Gunashli Platform No. 10 fire
- Date: 4 December 2015
- Time: 17:40 local time
- Location: Azerbaijani section of Caspian Sea;
- Cause: Damaged gas riser due to heavy storm
- Deaths: 12
- Injuries: 31
- Missing: 18^{[citation needed]} (as of December 2017)

= Gunashli Platform No.10 fire =

Azerbaijani oil platform fire

On 4 December 2015, a deadly fire broke out in the northern part of platform No. 10 at the western section of the Gunashli oilfield operated by SOCAR in the Caspian Sea. The fire started, according to SOCAR, when a high-pressure subsea gas pipeline was damaged in a heavy storm. As a result of the fire, the platform, which had been in service since 1984, partially collapsed. Fire spread to several oil and gas wells. Production at all 28 wells (24 oil wells and 4 gas wells) connected to the platform was suspended, pipelines connecting the platform to the shore were closed, and electricity to the platform was cut off. Before the incident, the platform produced 920 tonnes of oil and 1.08 e6m3 of gas per day. About 60% of the oil produced by SOCAR was transported through this platform.
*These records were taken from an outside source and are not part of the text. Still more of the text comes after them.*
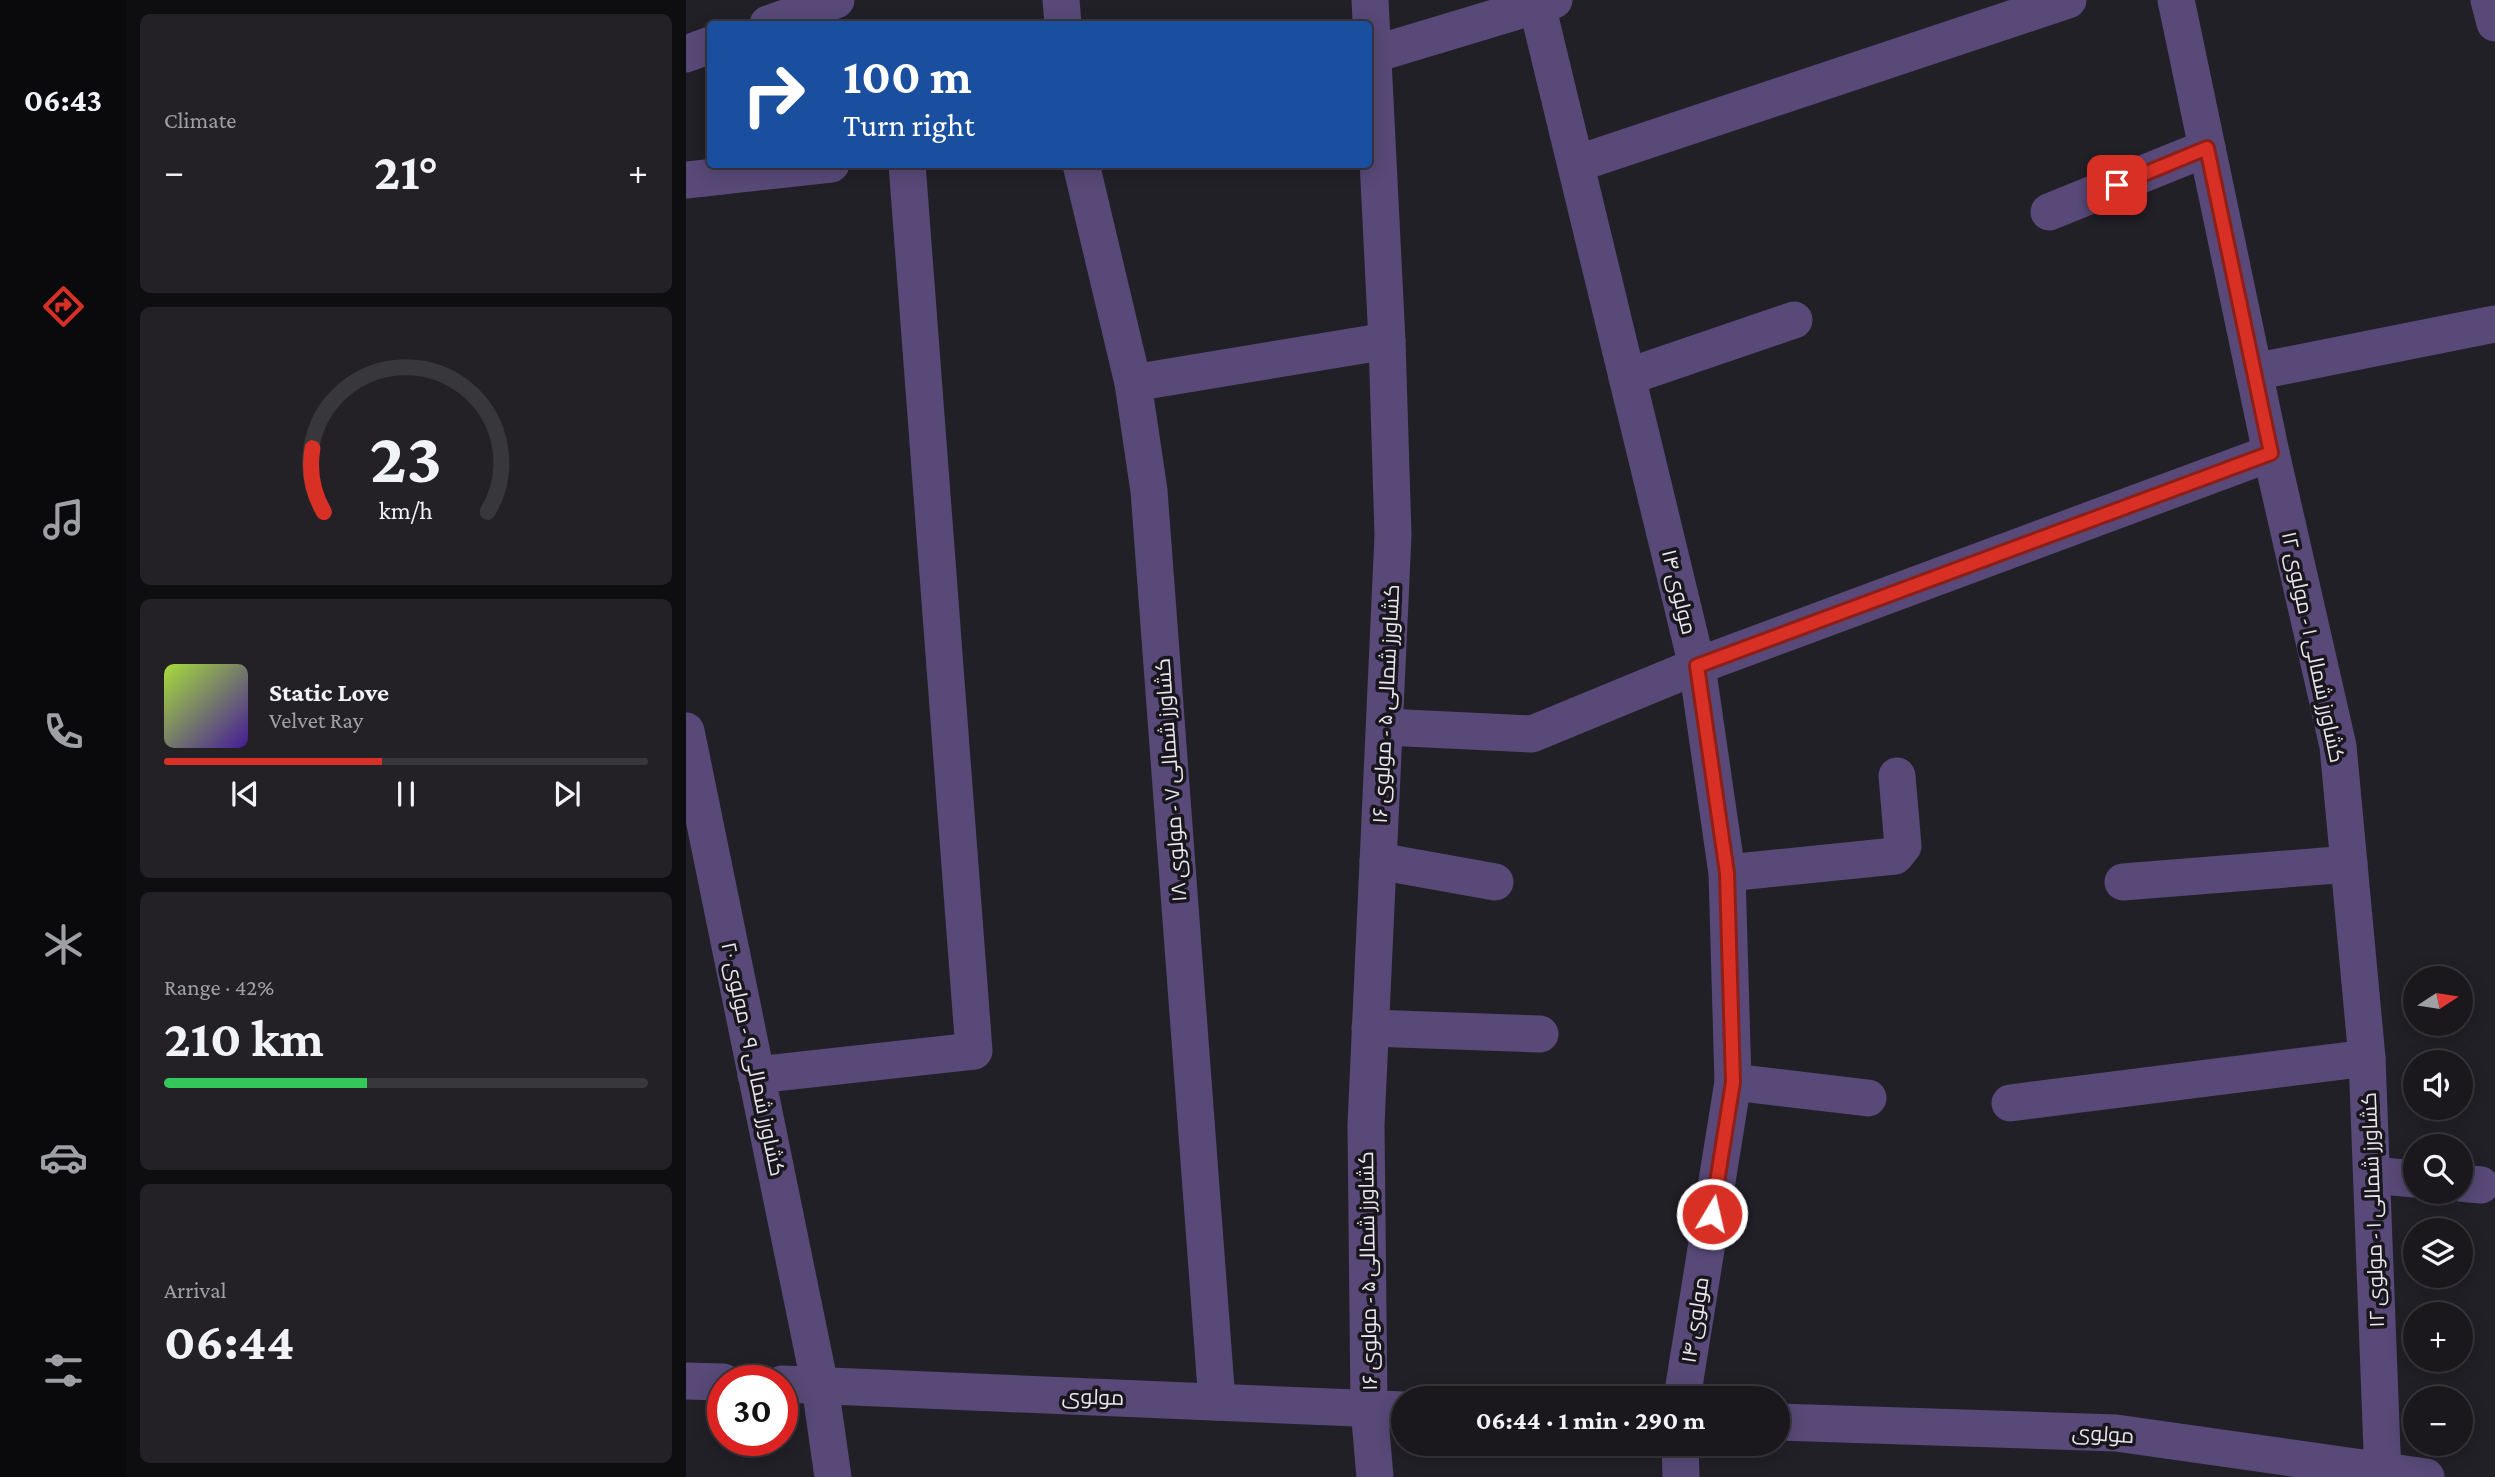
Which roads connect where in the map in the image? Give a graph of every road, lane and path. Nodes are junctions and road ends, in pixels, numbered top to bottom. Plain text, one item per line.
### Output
1 (836, 0) edge
2 (1061, 0) edge
3 (1370, 0) edge
4 (2068, 0) edge
5 (2176, 0) edge
6 (2489, 0) edge
7 (1546, 2) edge
8 (776, 21) edge
9 (1063, 21) edge
10 (1370, 21) edge
11 (2495, 23) edge
12 (707, 46) edge
13 (686, 54) edge
14 (1372, 55) edge
15 (1372, 90) edge
16 (2207, 148) junction
17 (1576, 163) junction
18 (795, 168) edge
19 (907, 168) edge
20 (1082, 168) edge
21 (686, 180) edge
22 (2049, 212) dead end
23 (1794, 320) dead end
24 (2495, 324) edge
25 (1387, 341) junction
26 (2254, 372) junction
27 (1627, 377) junction
28 (1133, 383) junction
29 (2271, 453) junction
30 (1697, 666) junction
31 (1385, 727) junction
32 (686, 732) edge
33 (1897, 776) dead end
34 (1378, 862) junction
35 (2349, 864) junction
36 (1727, 873) junction
37 (1494, 882) dead end
38 (2123, 882) dead end
39 (1370, 1028) junction
40 (1541, 1034) dead end
41 (2367, 1058) junction
42 (757, 1075) junction
43 (1733, 1082) junction
44 (1868, 1098) dead end
45 (2010, 1103) dead end
46 (2372, 1175) junction
47 (2403, 1178) edge
48 (686, 1381) edge
49 (707, 1382) edge
50 (798, 1385) edge
51 (820, 1386) junction
52 (1684, 1386) edge
53 (1217, 1402) junction
54 (1386, 1409) edge
55 (1790, 1422) edge
56 (1680, 1456) edge
57 (2384, 1475) edge
58 (833, 1477) edge
59 (1375, 1477) edge
60 (1681, 1477) edge
61 (2426, 1477) edge

1 - 8 street
2 - 9 street
3 - 10 street, کشاورز شمالی ۵ - مولوی ۱۶
4 - 17 street
5 - 16 street, کشاورز شمالی ۱ - مولوی ۱۲
6 - 11 street
7 - 14 street
7 - 17 street, مولوی ۱۴
12 - 13 street
15 - 25 street, کشاورز شمالی ۵ - مولوی ۱۶
16 - 22 street
16 - 26 street, کشاورز شمالی ۱ - مولوی ۱۲
17 - 27 street, مولوی ۱۴
18 - 21 street
19 - 42 street
20 - 28 street, کشاورز شمالی ۷ - مولوی ۱۸
23 - 27 street
24 - 26 street
25 - 28 street
25 - 31 street, کشاورز شمالی ۵ - مولوی ۱۶
26 - 29 street, کشاورز شمالی ۱ - مولوی ۱۲
27 - 30 street, مولوی ۱۴
28 - 53 street, کشاورز شمالی ۷ - مولوی ۱۸
29 - 30 street
29 - 35 street, کشاورز شمالی ۱ - مولوی ۱۲
30 - 31 street
30 - 36 street, مولوی ۱۴
31 - 34 street, کشاورز شمالی ۵ - مولوی ۱۶
32 - 42 street, کشاورز شمالی ۹ - مولوی ۲۰
33 - 36 street
34 - 37 street
34 - 39 street, کشاورز شمالی ۵ - مولوی ۱۶
35 - 38 street
35 - 41 street, کشاورز شمالی ۱ - مولوی ۱۲
36 - 43 street, مولوی ۱۴
39 - 40 street
39 - 54 street, کشاورز شمالی ۵ - مولوی ۱۶
41 - 45 street
41 - 46 street, کشاورز شمالی ۱ - مولوی ۱۲
42 - 51 street, کشاورز شمالی ۹ - مولوی ۲۰
43 - 44 street
43 - 52 street, مولوی ۱۴
46 - 47 street
46 - 57 street, کشاورز شمالی ۱ - مولوی ۱۲
48 - 49 street
50 - 51 street, مولوی
51 - 53 street, مولوی
51 - 58 street, کشاورز شمالی ۹ - مولوی ۲۰
53 - 54 street, مولوی
54 - 59 street, کشاورز شمالی ۵ - مولوی ۱۶
55 - 57 street, مولوی
56 - 60 street
57 - 61 street, مولوی

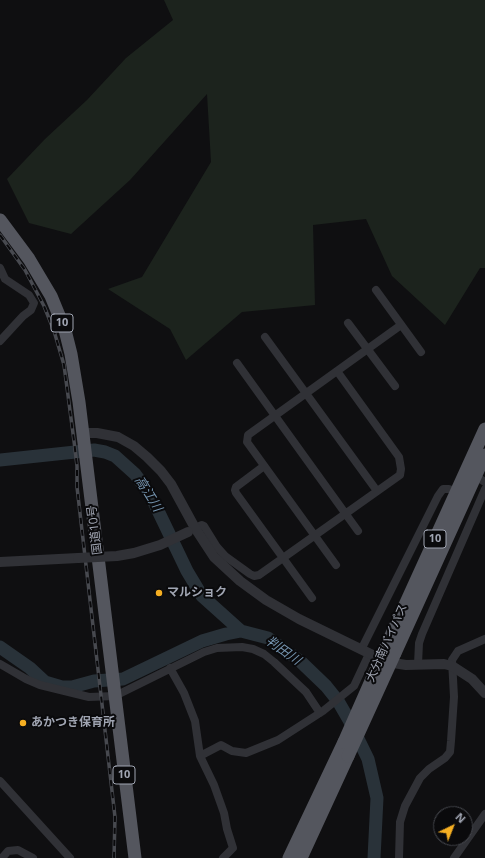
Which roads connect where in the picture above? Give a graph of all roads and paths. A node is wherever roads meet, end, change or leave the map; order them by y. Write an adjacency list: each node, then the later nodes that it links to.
1 (0, 220): 16 (highway, 国道10号 / 10)
2 (0, 268): 7 (street)
3 (376, 290): 5 (street)
4 (348, 323): 8 (street)
5 (401, 325): 8 (street); 9 (street)
6 (265, 336): 13 (street)
7 (0, 341)
8 (367, 349): 11 (street); 12 (street)
9 (422, 352)
10 (238, 363): 14 (street)
11 (337, 370): 13 (street); 21 (street)
12 (394, 386)
13 (306, 393): 14 (street); 21 (street)
14 (275, 415): 18 (street); 23 (street)
15 (485, 429): 22 (highway, 大分南バイパス / 10)
16 (83, 437): 24 (street); 38 (highway, 国道10号 / 10)
17 (485, 454): 19 (highway, 大分南バイパス / 10)
18 (264, 466): 26 (street); 27 (street)
19 (480, 479): 32 (highway, 大分南バイパス / 10)
20 (485, 489): 35 (street)
21 (377, 491): 23 (street)
22 (456, 491): 32 (highway, 大分南バイパス / 10); 33 (street)
23 (345, 514): 25 (street); 26 (street)
24 (192, 530): 27 (street); 28 (street, bridge); 33 (street)
25 (358, 531)
26 (315, 536): 27 (street); 29 (street)
27 (283, 559): 30 (street)
28 (0, 562)
29 (336, 565)
30 (312, 598)
31 (485, 639): 36 (street)
32 (390, 651): 49 (highway, 大分南バイパス / 10, bridge); 50 (highway, 大分南バイパス / 10, bridge)
33 (365, 652): 35 (street); 40 (street)
34 (0, 664): 38 (street)
35 (418, 664): 36 (street)
36 (452, 666): 39 (street); 51 (street)
37 (170, 668): 38 (street); 40 (street); 41 (street)
38 (114, 694): 47 (highway, 国道10号 / 10)
39 (485, 694)
40 (321, 712): 41 (street)
41 (200, 756): 48 (street)
42 (0, 781): 46 (street)
43 (485, 814): 52 (street)
44 (2, 858): 45 (street)
45 (33, 858)
46 (70, 858)
47 (134, 858)
48 (223, 858)
49 (289, 858)
50 (301, 858)
51 (399, 858)
52 (454, 858)

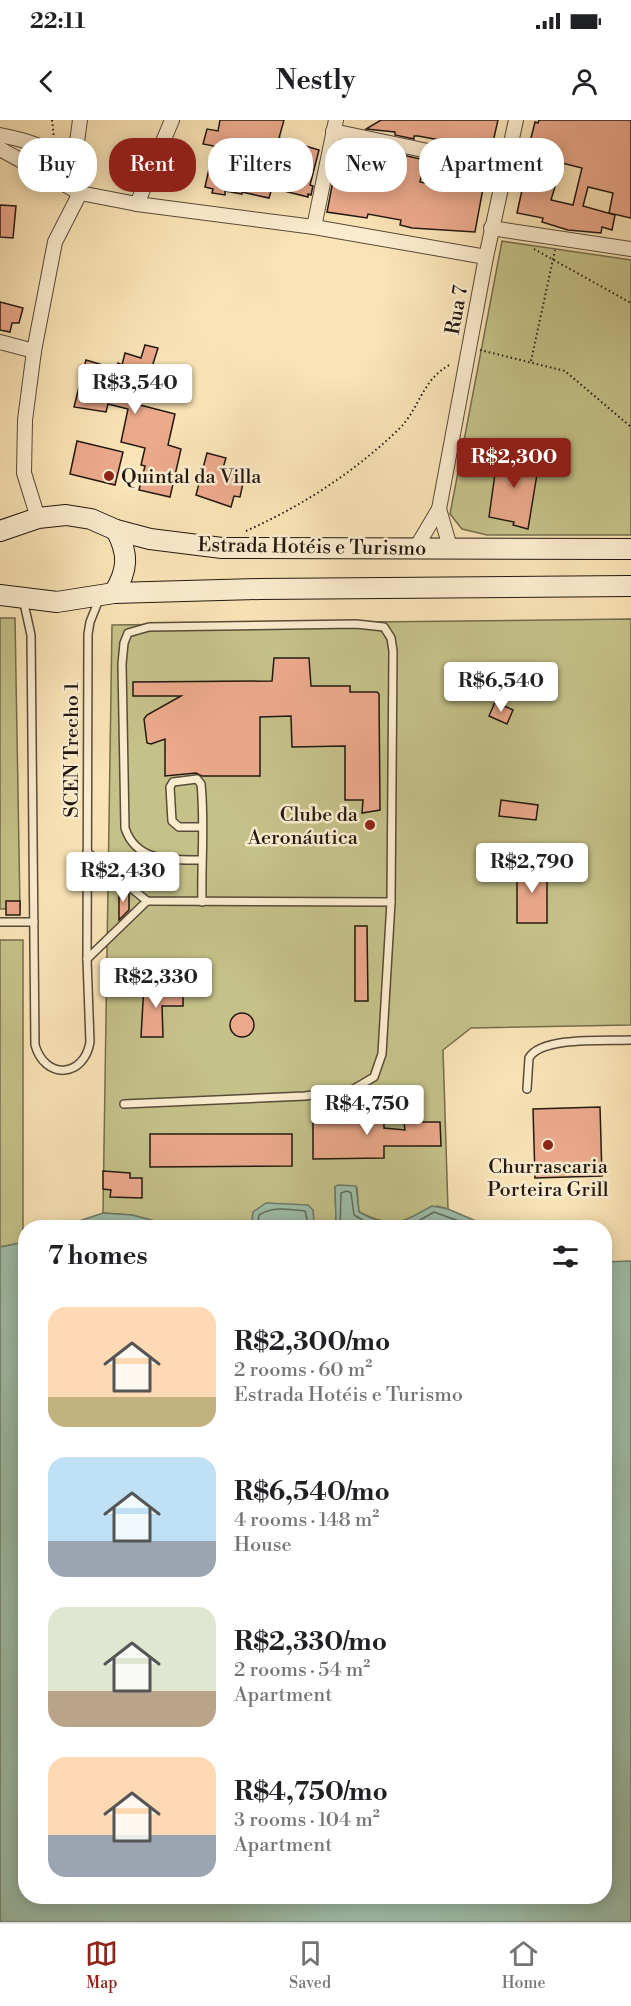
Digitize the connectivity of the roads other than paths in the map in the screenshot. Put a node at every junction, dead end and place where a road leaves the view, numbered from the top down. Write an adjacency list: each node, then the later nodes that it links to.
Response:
1 (80, 120): 6 (street)
2 (172, 120): 13 (street)
3 (516, 120): 7 (street, Rua 7)
4 (334, 125): 9 (street); 14 (street)
5 (0, 135): 8 (street)
6 (77, 138)
7 (512, 138)
8 (18, 140)
9 (419, 146)
10 (0, 149): 12 (street)
11 (499, 192): 15 (street, Rua 7)
12 (80, 194): 13 (street); 19 (street)
13 (137, 204): 14 (street)
14 (314, 227): 17 (street)
15 (491, 228): 16 (street); 17 (street, Rua 7)
16 (631, 249)
17 (486, 257): 20 (street, Rua 7)
18 (0, 342): 19 (street)
19 (34, 351): 21 (street)
20 (439, 509): 24 (street, Rua 7); 25 (street, Rua 7)
21 (38, 518): 22 (main road, Estrada Hotéis e Turismo); 23 (main road, Estrada Hotéis e Turismo)
22 (116, 530): 24 (main road, Estrada Hotéis e Turismo); 30 (main road)
23 (0, 532)
24 (417, 546): 25 (main road, Estrada Hotéis e Turismo)
25 (450, 547): 26 (main road, Estrada Hotéis e Turismo)
26 (631, 549)
27 (0, 579): 29 (main road)
28 (631, 586): 30 (main road, Estrada Hotéis e Turismo)
29 (12, 597): 30 (main road, Estrada Hotéis e Turismo); 38 (lane, SCEN Trecho 1)
30 (103, 600): 32 (lane, SCEN Trecho 1)
31 (202, 827): 31 (lane); 33 (lane)
32 (87, 852): 34 (lane); 39 (lane, SCEN Trecho 1)
33 (201, 860): 35 (lane); 36 (lane)
34 (147, 902): 35 (lane); 39 (lane)
35 (202, 902): 36 (lane)
36 (391, 902): 42 (lane)
37 (0, 922): 38 (lane)
38 (34, 922): 39 (lane, SCEN Trecho 1)
39 (87, 959)
40 (631, 1041): 41 (lane)
41 (527, 1089)
42 (124, 1104)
At the time of the incident, 63 workers were on the platform. According to the Ministry of Emergency Situations of Azerbaijan, 12 workers are confirmed killed, 18 remained missing (as of December 2017), 33 were rescued; nine were hospitalized. According to SOCAR, workers went missing when a life boat with 34 people on board fell from the platform into the sea and was damaged after hitting piles of the platform. On 5 December, the Prosecutor General's Office launched a criminal investigation into the possible violation of fire safety rules. President of Azerbaijan Ilham Aliyev signed an Order declaring 6 December 2015 a day of mourning for those who died in the incident.